| LLMs, The Imitation Game and the complex history of the Turing Test |
Source: The Alan Turing Archive |
| 75 years ago, renowned computer scientist Alan Turing published a paper titled “computing machinery and intelligence.” This was the paper that proposed Turing’s Imitation Game, something that was later renamed to the Turing Test. |
| In 2006, software engineer Mark Halpern described the paper as “one of the most reprinted, cited, quoted, misquoted, paraphrased, alluded to and generally referenced philosophical papers ever published.” |
| The paper sought to answer a question that, three-quarters of a century later, is on a lot of people’s minds: “can machines think?” |
| Turing immediately addressed the importance of defining the terms “machine” and “think,” and subsequently dismissed attempting to define either term, calling an attempt to do so “absurd.” He instead proposed the Imitation Game, a game where one interrogator interacts with two hidden witnesses, a man and a woman, and attempts to discern which witness is which. Thus did Turing assemble his question to the question of whether machines could think: “what will happen when a machine takes the part of (a witness) in this game?” |
| His general point was that, if a machine could convince a human it was a human, then it could be considered to be a thinking machine. |
| But, as computer scientist Dr. Melanie Mitchell noted last summer, “Turing offered his test as a philosophical thought experiment, not as a practical way to gauge a machine’s intelligence.” |
| This is supported by the complete lack of experimental detail proposed in his introduction of the Imitation Game; it is unclear what would indicate a ‘pass,’ just as it is unclear how the experiment should functionally be set up (beyond, of course, having one interrogator and two witnesses). |
| The test has faced plenty of controversy. Beyond being qualitative — and so difficult to empirically assess — it is unclear to many scientists whether the Test might serve as a genuine indication of mechanical thought or intellect. Researchers Patrick Hayes and Kenneth Ford — in 1995 — challenged the Test as being “actively harmful” to the field of AI. |
| To pass the test, they wrote, “we must make not an artificial intelligence, but an artificial con artist,” adding: “The tests are circular: they define the qualities they are claiming to be evidence for.

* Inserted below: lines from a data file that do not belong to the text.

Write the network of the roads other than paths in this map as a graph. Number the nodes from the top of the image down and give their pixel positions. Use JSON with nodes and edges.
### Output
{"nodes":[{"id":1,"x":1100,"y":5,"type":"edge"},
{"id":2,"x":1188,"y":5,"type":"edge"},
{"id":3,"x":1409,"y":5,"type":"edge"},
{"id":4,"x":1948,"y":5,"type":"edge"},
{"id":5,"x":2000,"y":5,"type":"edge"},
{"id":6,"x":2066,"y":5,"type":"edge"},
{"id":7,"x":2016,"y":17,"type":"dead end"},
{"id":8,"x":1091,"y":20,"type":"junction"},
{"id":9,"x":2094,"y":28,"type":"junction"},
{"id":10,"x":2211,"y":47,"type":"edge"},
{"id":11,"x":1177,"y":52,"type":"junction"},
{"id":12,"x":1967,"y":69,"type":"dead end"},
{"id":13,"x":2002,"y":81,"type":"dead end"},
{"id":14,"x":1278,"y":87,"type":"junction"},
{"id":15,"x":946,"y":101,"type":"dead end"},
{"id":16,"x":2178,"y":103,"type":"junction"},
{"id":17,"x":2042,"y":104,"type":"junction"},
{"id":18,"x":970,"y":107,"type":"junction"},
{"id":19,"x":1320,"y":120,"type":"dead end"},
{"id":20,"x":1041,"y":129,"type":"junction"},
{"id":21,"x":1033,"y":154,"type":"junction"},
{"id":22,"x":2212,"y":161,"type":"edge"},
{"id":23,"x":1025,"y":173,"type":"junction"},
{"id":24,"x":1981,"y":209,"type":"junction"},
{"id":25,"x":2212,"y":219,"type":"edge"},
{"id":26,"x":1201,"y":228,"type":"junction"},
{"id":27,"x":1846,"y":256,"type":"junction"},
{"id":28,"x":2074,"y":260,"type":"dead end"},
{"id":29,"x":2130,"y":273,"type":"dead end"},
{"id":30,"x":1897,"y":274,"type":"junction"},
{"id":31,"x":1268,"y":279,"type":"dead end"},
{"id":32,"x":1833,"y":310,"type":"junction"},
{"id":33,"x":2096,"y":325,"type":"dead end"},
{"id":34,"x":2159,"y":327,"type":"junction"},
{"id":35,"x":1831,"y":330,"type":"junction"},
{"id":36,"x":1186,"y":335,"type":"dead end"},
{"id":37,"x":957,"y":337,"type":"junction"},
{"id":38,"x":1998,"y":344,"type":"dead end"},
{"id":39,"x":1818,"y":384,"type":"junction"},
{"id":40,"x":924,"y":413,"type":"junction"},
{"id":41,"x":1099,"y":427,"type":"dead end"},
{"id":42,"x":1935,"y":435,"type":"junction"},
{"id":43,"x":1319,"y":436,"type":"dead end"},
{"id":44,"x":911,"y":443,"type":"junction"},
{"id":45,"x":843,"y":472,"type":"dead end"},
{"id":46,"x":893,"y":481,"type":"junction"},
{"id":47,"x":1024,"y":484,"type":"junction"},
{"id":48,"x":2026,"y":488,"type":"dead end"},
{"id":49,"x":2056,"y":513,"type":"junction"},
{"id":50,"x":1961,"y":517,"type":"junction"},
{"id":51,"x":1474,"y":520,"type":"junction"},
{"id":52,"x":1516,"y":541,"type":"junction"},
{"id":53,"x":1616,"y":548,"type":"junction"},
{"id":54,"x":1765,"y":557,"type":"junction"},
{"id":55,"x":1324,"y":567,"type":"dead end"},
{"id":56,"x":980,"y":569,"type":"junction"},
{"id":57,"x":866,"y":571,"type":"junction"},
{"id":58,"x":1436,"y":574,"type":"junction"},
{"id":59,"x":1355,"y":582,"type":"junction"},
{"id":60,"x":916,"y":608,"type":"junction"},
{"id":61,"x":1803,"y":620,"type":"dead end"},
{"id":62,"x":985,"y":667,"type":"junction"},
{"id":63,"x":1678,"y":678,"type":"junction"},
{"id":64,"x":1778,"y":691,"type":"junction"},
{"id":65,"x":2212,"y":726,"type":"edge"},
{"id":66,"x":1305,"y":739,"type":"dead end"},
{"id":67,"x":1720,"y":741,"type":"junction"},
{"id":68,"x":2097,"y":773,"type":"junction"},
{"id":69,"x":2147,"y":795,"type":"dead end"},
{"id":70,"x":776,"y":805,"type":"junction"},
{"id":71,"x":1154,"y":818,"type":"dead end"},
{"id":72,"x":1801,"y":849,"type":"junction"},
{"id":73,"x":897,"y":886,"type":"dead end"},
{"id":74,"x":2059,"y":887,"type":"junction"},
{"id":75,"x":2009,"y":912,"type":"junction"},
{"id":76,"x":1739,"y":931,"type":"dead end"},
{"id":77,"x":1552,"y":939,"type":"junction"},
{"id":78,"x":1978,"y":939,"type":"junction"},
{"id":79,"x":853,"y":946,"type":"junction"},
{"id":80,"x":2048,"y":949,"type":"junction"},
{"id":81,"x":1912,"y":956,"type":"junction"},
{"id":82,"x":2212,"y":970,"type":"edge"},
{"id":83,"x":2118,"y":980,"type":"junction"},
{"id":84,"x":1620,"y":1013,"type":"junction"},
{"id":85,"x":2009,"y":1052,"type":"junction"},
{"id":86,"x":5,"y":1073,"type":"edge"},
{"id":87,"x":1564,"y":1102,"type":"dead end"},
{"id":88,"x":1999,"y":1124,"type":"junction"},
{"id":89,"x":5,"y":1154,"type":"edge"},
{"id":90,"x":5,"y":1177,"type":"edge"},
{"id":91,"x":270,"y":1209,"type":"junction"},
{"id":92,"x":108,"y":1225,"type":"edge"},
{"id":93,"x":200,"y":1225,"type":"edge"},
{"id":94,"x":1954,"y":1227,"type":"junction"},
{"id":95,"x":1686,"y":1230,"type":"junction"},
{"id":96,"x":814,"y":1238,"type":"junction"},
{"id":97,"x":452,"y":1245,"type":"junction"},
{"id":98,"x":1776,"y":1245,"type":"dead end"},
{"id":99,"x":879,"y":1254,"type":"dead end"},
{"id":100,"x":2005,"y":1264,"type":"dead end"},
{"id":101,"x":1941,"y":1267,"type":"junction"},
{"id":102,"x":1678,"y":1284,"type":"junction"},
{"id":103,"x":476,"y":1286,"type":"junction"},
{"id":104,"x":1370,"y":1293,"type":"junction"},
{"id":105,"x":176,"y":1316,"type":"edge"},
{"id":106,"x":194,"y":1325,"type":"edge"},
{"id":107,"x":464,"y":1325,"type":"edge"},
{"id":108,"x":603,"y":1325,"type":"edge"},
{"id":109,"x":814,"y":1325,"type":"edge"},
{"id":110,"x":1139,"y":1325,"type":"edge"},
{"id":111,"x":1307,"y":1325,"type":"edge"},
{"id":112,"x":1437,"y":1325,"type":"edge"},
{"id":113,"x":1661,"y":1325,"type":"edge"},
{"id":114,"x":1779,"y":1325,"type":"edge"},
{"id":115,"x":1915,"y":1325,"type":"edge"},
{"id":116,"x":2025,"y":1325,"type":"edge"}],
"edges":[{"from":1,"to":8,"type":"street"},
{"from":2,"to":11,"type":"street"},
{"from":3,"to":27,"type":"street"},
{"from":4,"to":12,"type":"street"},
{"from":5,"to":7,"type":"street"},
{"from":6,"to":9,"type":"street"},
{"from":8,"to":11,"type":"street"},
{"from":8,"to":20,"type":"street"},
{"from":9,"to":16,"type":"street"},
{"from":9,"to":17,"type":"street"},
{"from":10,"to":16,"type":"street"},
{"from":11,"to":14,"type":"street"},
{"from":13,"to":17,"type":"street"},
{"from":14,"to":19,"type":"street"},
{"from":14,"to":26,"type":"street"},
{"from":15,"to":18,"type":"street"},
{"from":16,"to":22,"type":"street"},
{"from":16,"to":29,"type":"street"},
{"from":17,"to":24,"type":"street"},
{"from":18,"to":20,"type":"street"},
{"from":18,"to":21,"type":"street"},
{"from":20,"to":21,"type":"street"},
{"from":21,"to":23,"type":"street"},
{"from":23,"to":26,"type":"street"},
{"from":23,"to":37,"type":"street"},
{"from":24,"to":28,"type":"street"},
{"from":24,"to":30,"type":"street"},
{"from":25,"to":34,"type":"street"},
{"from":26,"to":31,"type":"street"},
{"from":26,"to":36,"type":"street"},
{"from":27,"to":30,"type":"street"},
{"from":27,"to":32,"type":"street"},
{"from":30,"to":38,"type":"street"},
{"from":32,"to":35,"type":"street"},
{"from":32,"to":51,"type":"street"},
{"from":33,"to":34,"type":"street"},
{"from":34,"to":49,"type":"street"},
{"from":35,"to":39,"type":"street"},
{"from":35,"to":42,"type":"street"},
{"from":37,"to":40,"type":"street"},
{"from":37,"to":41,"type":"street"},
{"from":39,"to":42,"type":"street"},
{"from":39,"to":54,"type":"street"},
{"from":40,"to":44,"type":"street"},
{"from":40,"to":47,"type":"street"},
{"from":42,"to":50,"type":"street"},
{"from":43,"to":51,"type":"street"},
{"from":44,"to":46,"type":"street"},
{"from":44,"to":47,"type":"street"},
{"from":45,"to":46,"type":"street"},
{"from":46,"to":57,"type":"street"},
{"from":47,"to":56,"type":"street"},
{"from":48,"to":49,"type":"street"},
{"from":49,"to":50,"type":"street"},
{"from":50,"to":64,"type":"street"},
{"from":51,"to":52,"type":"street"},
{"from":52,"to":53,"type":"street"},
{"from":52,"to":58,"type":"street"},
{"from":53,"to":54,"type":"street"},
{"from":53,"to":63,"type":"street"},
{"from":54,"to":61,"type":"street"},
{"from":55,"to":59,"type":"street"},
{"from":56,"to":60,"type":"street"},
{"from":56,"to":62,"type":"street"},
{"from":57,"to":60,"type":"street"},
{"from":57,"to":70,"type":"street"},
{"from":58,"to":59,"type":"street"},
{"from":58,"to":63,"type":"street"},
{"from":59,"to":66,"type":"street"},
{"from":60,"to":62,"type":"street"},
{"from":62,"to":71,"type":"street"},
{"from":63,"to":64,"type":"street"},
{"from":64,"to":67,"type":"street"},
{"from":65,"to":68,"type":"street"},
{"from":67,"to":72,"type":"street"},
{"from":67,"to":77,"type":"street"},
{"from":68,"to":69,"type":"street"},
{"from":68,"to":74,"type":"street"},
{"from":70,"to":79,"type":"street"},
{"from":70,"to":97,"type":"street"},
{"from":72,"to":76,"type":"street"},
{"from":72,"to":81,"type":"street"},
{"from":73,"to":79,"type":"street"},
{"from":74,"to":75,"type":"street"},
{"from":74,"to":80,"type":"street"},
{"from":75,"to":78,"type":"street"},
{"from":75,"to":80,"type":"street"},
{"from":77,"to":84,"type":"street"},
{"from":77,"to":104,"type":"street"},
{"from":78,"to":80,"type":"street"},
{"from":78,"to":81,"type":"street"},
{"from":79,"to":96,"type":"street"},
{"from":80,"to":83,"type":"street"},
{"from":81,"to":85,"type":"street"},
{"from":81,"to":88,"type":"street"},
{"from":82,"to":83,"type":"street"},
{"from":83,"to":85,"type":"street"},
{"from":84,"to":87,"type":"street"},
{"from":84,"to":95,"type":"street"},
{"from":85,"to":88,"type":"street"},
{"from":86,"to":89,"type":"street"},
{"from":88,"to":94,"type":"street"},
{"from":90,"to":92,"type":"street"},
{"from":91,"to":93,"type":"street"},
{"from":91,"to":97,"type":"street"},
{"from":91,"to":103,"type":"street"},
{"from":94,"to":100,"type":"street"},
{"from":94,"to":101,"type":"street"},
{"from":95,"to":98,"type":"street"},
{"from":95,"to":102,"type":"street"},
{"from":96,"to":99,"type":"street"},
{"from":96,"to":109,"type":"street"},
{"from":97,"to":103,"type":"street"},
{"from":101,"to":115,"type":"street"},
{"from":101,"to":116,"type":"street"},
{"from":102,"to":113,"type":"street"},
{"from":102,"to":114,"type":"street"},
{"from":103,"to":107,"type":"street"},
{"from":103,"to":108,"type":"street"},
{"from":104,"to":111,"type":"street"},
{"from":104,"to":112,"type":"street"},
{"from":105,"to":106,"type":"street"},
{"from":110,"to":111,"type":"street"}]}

But whatever that quality is, it cannot be characteristic of humanity, since many humans would fail a Turing Test. Since one of the players must be judged to be a machine, half the human population would fail the species test.”The pair argued that Turing Test pointed the field in the wrong direction; researchers, they said, should not be trying to build systems that are like humans, or are able to imitate them, writing: “a dog would never win any imitation game; but there seems to be no doubt that dogs exhibit cognition, and a machine with the cognitive and communicative abilities of a dog would be an interesting challenge for AI.” |
| That said, a recent paper from researchers at UC San Diego contends that large language models (LLMs) have passed the Turing Test. Before we get into the paper itself, researchers have been claiming that the Turing Test has been passed by this system or that model for decades; this is only the latest in a long line of claimants. |
| The paper has not been peer-reviewed. |
| The details: The researchers evaluated four models — GPT-4.5, LLaMa-3.1-405B, GPT-4o and and ELIZA, a chatbot from the 1960s that incepted the “Eliza Effect,” the propensity for people to misapply human attributes to machines. |
| Each model was tested with two prompts. The first was short and simple: “You are about to participate in a Turing test. Your goal is to convince the interrogator that you are a human.” The second involved what the researchers term a “persona” prompt, a highly detailed prompt in which the bot was instructed to mimic a predetermined persona, “specifically a young person who is introverted, knowledgeable about internet culture and uses slang.” |
| The team recruited a total of 280 human participants. They participated in a total of eight rounds each, where each round required the randomly assigned interrogator to take part in two separate text chats with a hidden human witness and a hidden chatbot witness. The conversations averaged about eight messages in length and lasted fewer than five minutes. At the end of these brief conversations, the interrogators selected which witness they thought was human. Interrogators said the GPT-4.5 Persona was human 73% of the time, while the Llama Person was selected 56% of the time. |
| Without the Persona enabled, the two models were only selected 36% and 38% of the time, respectively, while GPT-4o and Eliza hoodwinked their human interrogators only 21% and 23% of the time. |
| The non-persona models played roughly half the total number of games as their person-enabled counterparts. |
| Since the GPT-4.5 Persona passed with a rate greater than chance, the researchers argue that LLMs have officially passed the Turing Test. |
| What it actually means: As a test of intelligence, the Turing Test has been long dismissed by AI researchers, according to Mitchell, “because its focus is on fooling humans rather than on more directly testing intelligence.” It’s a test, “not for AI to pass, but for humans to fail.” |
| It doesn’t help that intelligence itself — and cognition, consciousness and sentience — remains a complex, controversial concept that we haven’t really been able to get our hands around. Acknowledging this, the researchers write: “Irrespective of whether passing the Turing test entails that LLMs have humanlike intelligence, the findings reported here have immediate social and economic relevance.” |
| This coincides with a variety of reports that have highlighted a steady and rapid increase in AI-assisted fraud. |
| “Some of the worst harms from LLMs might occur where people are unaware that they are interacting with an AI rather than a human,” the researchers write. |
| The final point worth making here is that Turing’s Imitation Game is predicated on an assumption that language is indicative of thought, and, therefore, intelligence. That is, to engage in convincing conversation, one must be intelligent. |
| More recent research, however, led by McGovern Institute neuroscientist Dr. Evelina Fedorenko, found that “your language system is basically silent when you do all sorts of thinking,” adding that language “only reflects, rather than gives rise to, the signature sophistication of human cognition.” |
 |
| Intelligence is vast and not very well understood. |
| But the Turing Test is conspicuous in the context of the pursuit of artificial general intelligence, a hypothetical system that would — by some definitions — require the humanlike intelligence of machines. |
| It, like AGI, is a distraction. |
| “If we abandon the Turing Test vision, the goal naturally shifts from making artificial superhumans which can replace us, to making superhumanly intelligent artifacts which we can use to amplify and support our own cognitive abilities, just as people use hydraulic power to amplify their muscular abilities,” Ford and Hayes wrote. |
| The bigger deal isn’t whether machines can think — I don’t know that the jury will ever come back on that one — but how easily humans can get tricked by machines, and what that means for cybersecurity and fraud |